Meine Familie ist zum Glück gut durch die Zeit gekommen, niemand hat sich infiziert. Meine Mutter war vor ein paar Tagen kurz in Quarantäne, aber alles war gut. In meinem Freundeskreis hat es von einer Person quasi die komplette Familie erwischt. Das war schon ein Moment, in dem ich gemerkt habe: Es kommt näher.

Ich vertreibe mir immer noch die Zeit damit, ein bisschen Musik aufzunehmen, ich spiele mehrere Instrumente. Ich glaube aber, dass Corona mit der vielen Zeit zuhause eher kontraproduktiv war, weil durch das viele Rumsitzen die Inspiration fehlt. Es macht einfach weniger Laune, was zu produzieren. Zu Musik zu spielen macht da mehr Spaß, da muss man nicht so kreativ werden und kann entspannen.

Auf den Winter schaue ich wenig begeistert, so geht es wahrscheinlich den meisten. Es wird früh dunkel, man kann nicht so gut raus, hängt zuhause fest. Aber ich schätze mich glücklich, dass ich nicht alleine bin. Ich wohne bei meiner Familie, ich komme mit allen gut klar. Ich kann mit meinen Freunden jederzeit kommunizieren, wenn ich möchte. Andere haben nicht so viel Glück, müssen sich vielleicht noch dazu Sorgen um ihren Job und das Geld für die Miete machen.

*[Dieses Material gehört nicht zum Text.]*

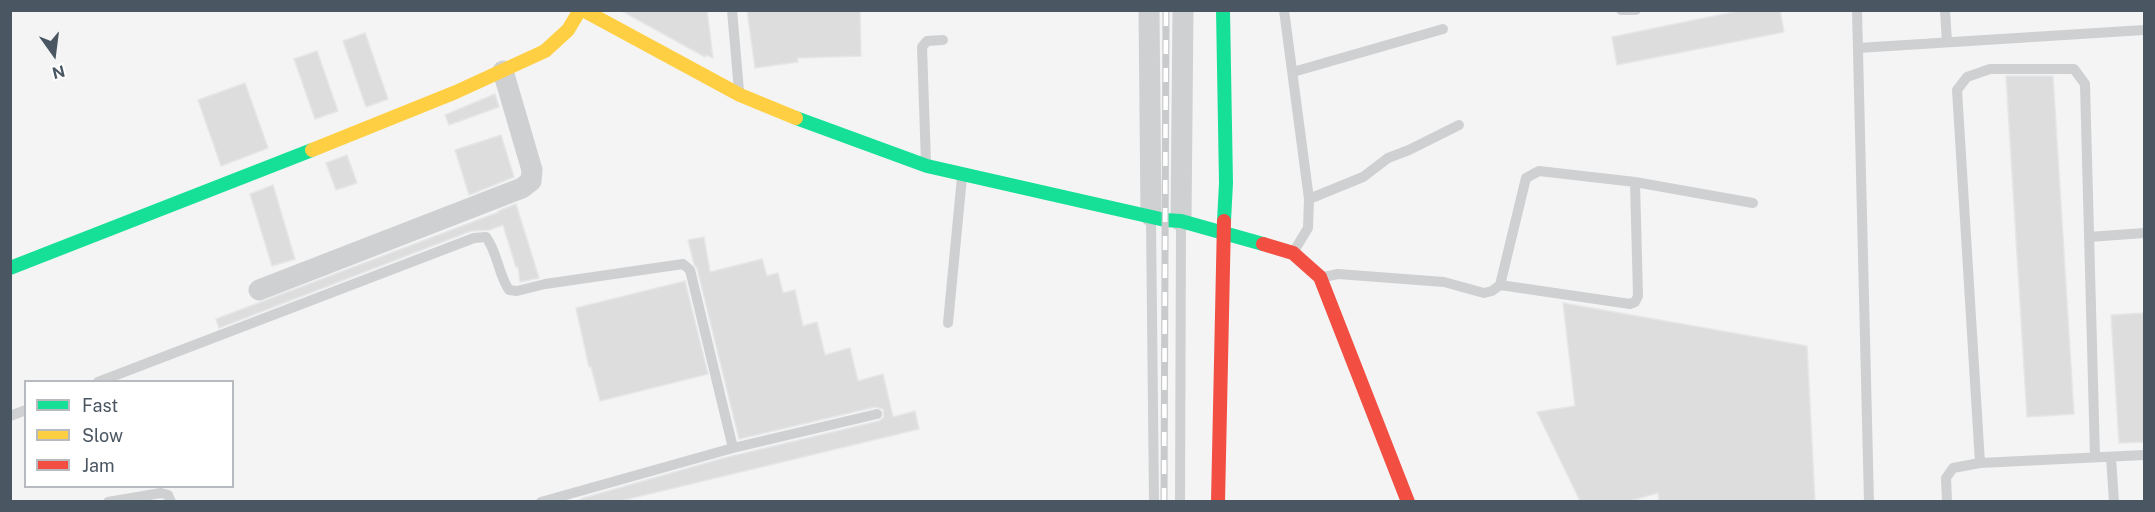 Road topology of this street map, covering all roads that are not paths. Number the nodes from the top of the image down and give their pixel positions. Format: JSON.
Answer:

Ich hoffe, dass sich die Lage durch die Impfstoffe bis zum Sommer bessert, auch wenn man das jetzt erstmal abwarten muss. Mehrere Milliarden Dosen gekühlt um die ganze Welt zu fliegen, wird eine große Herausforderung. Ich denke da besonders an ärmere oder dünn besiedelte Länder, wo die Infrastruktur nicht so gut ist, und es nicht in jeder Stadt Möglichkeiten gibt, Impfstoff zu kühlen oder Medikamente zu bezahlen. Ich glaube, wir werden es im Vergleich dazu noch gut haben, wir leben in Berlin. Eine Riesenstadt in einem sehr wohlhabenden Land.

*Name auf Wunsch des Gesprächspartners geändert.